**WORK TASK**
Go through the data and copy each line where the string "Calle" appears.

Collection entries:
+ + + + + + +

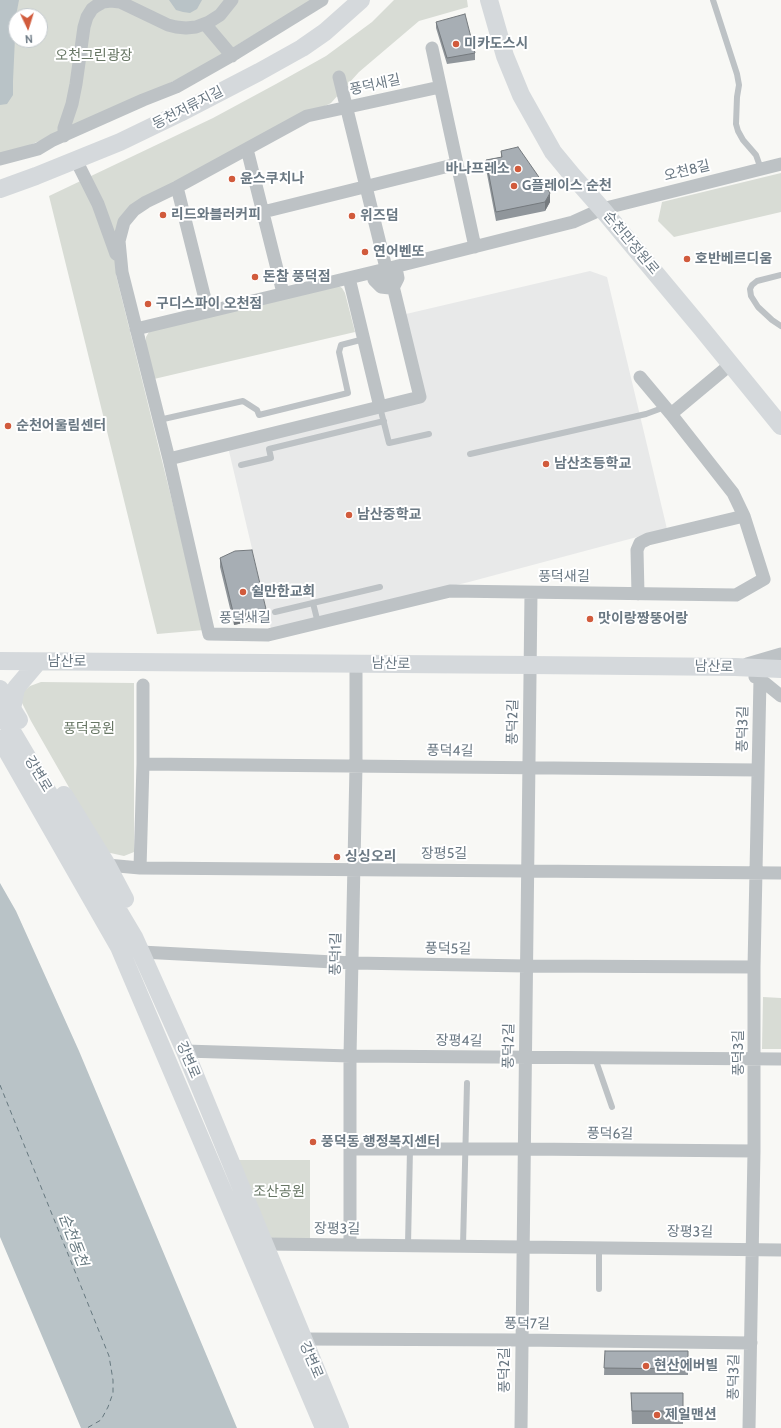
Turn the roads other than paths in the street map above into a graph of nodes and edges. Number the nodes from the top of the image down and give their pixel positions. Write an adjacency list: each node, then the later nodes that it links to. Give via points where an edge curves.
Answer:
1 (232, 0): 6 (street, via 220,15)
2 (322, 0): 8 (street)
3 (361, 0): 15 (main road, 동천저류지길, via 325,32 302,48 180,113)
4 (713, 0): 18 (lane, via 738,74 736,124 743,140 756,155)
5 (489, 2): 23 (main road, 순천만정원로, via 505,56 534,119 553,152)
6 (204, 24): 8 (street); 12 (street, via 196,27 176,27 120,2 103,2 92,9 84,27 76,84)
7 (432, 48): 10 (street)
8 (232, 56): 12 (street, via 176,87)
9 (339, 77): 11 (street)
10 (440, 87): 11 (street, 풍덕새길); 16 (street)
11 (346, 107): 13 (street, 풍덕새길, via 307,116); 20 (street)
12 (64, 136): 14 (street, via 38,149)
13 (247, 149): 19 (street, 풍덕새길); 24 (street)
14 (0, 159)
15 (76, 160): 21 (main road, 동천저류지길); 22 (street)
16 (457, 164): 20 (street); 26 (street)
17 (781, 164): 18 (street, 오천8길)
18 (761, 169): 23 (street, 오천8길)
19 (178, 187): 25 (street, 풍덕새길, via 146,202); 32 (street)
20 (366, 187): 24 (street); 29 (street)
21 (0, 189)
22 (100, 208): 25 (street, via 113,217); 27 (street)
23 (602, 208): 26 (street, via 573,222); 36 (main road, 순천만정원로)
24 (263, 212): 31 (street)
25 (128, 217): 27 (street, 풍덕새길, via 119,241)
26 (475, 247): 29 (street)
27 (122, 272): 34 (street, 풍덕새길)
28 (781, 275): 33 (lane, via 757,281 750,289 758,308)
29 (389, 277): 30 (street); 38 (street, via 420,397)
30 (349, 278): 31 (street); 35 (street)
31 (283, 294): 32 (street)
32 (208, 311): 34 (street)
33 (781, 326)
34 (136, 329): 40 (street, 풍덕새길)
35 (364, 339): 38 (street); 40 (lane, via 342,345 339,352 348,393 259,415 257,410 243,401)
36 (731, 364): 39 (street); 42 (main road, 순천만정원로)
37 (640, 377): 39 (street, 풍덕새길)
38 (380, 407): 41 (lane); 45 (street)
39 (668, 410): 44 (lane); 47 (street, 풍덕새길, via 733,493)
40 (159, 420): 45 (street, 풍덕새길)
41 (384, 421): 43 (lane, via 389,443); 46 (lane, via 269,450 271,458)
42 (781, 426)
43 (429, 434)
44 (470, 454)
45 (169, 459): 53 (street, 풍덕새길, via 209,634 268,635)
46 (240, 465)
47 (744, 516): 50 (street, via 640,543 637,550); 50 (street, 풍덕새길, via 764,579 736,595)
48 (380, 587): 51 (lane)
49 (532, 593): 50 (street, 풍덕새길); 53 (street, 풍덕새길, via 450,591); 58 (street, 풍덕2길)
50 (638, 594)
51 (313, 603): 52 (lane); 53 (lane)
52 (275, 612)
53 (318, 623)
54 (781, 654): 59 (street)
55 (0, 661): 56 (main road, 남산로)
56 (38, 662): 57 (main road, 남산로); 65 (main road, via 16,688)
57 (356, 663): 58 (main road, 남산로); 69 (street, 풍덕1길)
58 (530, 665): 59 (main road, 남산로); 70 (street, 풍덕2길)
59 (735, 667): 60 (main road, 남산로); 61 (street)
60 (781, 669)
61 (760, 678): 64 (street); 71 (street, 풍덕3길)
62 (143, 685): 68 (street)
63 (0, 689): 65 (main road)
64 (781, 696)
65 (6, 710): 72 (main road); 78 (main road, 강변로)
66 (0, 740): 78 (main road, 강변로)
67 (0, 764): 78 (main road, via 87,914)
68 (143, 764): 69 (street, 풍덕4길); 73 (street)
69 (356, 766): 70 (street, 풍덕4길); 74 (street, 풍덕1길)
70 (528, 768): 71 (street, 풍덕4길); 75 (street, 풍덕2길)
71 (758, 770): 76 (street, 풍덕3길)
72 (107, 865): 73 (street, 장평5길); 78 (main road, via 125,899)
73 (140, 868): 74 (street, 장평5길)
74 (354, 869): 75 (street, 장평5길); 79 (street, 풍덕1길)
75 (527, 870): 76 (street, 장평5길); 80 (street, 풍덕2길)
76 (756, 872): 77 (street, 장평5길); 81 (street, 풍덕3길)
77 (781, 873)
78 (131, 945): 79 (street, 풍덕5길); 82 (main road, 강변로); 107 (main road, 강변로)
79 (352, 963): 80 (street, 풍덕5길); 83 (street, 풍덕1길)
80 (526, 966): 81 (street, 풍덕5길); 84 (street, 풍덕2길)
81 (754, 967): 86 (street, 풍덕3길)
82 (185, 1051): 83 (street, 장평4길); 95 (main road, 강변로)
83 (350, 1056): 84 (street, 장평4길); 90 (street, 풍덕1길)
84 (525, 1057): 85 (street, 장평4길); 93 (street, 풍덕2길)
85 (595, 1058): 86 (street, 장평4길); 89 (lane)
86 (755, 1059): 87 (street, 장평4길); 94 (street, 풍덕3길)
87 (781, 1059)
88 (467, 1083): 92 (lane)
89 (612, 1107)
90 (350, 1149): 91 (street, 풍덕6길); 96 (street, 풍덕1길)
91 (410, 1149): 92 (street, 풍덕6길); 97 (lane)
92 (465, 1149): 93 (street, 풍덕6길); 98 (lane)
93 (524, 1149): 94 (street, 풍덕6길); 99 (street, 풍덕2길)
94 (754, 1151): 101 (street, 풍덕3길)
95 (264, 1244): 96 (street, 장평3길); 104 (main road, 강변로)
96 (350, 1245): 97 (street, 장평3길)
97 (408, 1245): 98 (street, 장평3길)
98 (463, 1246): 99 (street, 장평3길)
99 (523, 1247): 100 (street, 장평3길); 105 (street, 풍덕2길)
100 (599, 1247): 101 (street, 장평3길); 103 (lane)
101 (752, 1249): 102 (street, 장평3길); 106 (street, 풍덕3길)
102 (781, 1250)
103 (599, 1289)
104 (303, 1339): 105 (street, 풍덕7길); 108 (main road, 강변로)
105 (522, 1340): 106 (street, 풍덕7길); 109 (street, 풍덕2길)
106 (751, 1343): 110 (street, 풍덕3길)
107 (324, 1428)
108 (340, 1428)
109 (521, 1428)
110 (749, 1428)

+ + + + + + +

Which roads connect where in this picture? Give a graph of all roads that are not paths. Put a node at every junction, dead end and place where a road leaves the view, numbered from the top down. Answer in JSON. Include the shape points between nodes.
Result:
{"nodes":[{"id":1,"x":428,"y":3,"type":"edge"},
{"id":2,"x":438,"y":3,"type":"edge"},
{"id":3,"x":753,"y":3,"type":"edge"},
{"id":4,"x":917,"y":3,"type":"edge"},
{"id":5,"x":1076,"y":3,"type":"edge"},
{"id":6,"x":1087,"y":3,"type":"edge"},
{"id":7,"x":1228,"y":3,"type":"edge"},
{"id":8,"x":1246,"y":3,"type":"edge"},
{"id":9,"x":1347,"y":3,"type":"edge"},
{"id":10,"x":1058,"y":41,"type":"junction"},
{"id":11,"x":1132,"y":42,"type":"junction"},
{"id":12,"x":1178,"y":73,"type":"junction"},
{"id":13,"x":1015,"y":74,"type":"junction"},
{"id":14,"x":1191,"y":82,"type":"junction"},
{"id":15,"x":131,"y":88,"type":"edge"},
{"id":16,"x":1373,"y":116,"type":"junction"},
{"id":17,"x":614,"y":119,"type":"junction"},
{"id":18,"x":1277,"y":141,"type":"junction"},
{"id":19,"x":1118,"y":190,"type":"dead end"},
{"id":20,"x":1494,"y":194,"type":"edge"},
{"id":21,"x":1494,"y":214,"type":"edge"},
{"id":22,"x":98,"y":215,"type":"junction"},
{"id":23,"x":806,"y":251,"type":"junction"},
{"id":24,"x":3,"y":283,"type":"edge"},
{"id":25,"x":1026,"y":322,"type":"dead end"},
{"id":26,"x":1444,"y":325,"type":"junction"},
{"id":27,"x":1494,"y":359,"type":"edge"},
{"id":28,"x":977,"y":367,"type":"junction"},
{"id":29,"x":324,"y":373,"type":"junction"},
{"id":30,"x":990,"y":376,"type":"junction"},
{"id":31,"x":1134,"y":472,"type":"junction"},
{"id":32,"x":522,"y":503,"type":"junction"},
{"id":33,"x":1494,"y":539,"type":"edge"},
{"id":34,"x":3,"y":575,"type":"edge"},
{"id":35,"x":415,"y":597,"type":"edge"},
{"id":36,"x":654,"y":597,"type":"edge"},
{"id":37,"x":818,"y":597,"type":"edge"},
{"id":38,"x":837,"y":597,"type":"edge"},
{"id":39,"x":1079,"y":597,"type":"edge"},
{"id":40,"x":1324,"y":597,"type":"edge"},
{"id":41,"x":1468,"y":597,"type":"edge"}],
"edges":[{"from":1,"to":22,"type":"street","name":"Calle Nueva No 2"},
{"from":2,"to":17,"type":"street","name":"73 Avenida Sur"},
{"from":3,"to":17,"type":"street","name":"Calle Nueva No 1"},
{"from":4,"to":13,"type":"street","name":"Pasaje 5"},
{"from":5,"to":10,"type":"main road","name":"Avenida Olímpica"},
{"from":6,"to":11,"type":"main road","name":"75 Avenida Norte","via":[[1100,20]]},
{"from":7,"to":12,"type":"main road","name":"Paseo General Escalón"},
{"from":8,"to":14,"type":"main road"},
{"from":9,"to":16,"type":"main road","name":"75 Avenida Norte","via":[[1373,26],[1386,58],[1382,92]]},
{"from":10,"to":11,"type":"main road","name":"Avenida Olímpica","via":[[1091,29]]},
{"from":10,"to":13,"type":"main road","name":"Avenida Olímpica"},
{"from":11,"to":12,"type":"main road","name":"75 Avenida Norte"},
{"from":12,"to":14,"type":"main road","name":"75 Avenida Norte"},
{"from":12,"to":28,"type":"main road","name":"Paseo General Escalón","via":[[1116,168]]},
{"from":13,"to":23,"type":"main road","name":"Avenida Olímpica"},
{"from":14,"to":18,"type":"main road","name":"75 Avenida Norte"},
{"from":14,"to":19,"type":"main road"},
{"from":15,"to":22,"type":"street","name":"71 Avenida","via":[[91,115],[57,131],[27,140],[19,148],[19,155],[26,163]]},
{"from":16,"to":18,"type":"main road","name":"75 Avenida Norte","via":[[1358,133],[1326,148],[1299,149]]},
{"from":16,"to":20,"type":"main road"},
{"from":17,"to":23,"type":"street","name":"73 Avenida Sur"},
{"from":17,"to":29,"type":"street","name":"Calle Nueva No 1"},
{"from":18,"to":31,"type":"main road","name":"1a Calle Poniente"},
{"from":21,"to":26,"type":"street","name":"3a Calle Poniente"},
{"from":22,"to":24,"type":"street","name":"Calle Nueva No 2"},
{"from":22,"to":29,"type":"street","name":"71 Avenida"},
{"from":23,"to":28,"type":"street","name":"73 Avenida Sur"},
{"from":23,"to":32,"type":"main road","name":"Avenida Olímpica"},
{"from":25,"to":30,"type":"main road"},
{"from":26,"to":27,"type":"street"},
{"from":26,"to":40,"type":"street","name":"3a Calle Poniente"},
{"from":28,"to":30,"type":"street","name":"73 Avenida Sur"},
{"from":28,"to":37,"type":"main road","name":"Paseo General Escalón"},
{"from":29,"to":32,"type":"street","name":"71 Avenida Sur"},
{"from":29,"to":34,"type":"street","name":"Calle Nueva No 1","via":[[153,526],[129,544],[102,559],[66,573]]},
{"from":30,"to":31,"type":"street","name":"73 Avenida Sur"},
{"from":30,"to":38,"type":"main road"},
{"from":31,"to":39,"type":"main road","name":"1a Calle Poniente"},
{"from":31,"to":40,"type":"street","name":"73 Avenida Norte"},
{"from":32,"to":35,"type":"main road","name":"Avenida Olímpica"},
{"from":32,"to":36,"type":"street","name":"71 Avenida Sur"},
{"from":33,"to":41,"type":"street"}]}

+ + + + + + +

**ANSWER SPACE**
"edges":[{"from":1,"to":22,"type":"street","name":"Calle Nueva No 2"},
{"from":3,"to":17,"type":"street","name":"Calle Nueva No 1"},
{"from":17,"to":29,"type":"street","name":"Calle Nueva No 1"},
{"from":18,"to":31,"type":"main road","name":"1a Calle Poniente"},
{"from":21,"to":26,"type":"street","name":"3a Calle Poniente"},
{"from":22,"to":24,"type":"street","name":"Calle Nueva No 2"},
{"from":26,"to":40,"type":"street","name":"3a Calle Poniente"},
{"from":29,"to":34,"type":"street","name":"Calle Nueva No 1","via":[[153,526],[129,544],[102,559],[66,573]]},
{"from":31,"to":39,"type":"main road","name":"1a Calle Poniente"},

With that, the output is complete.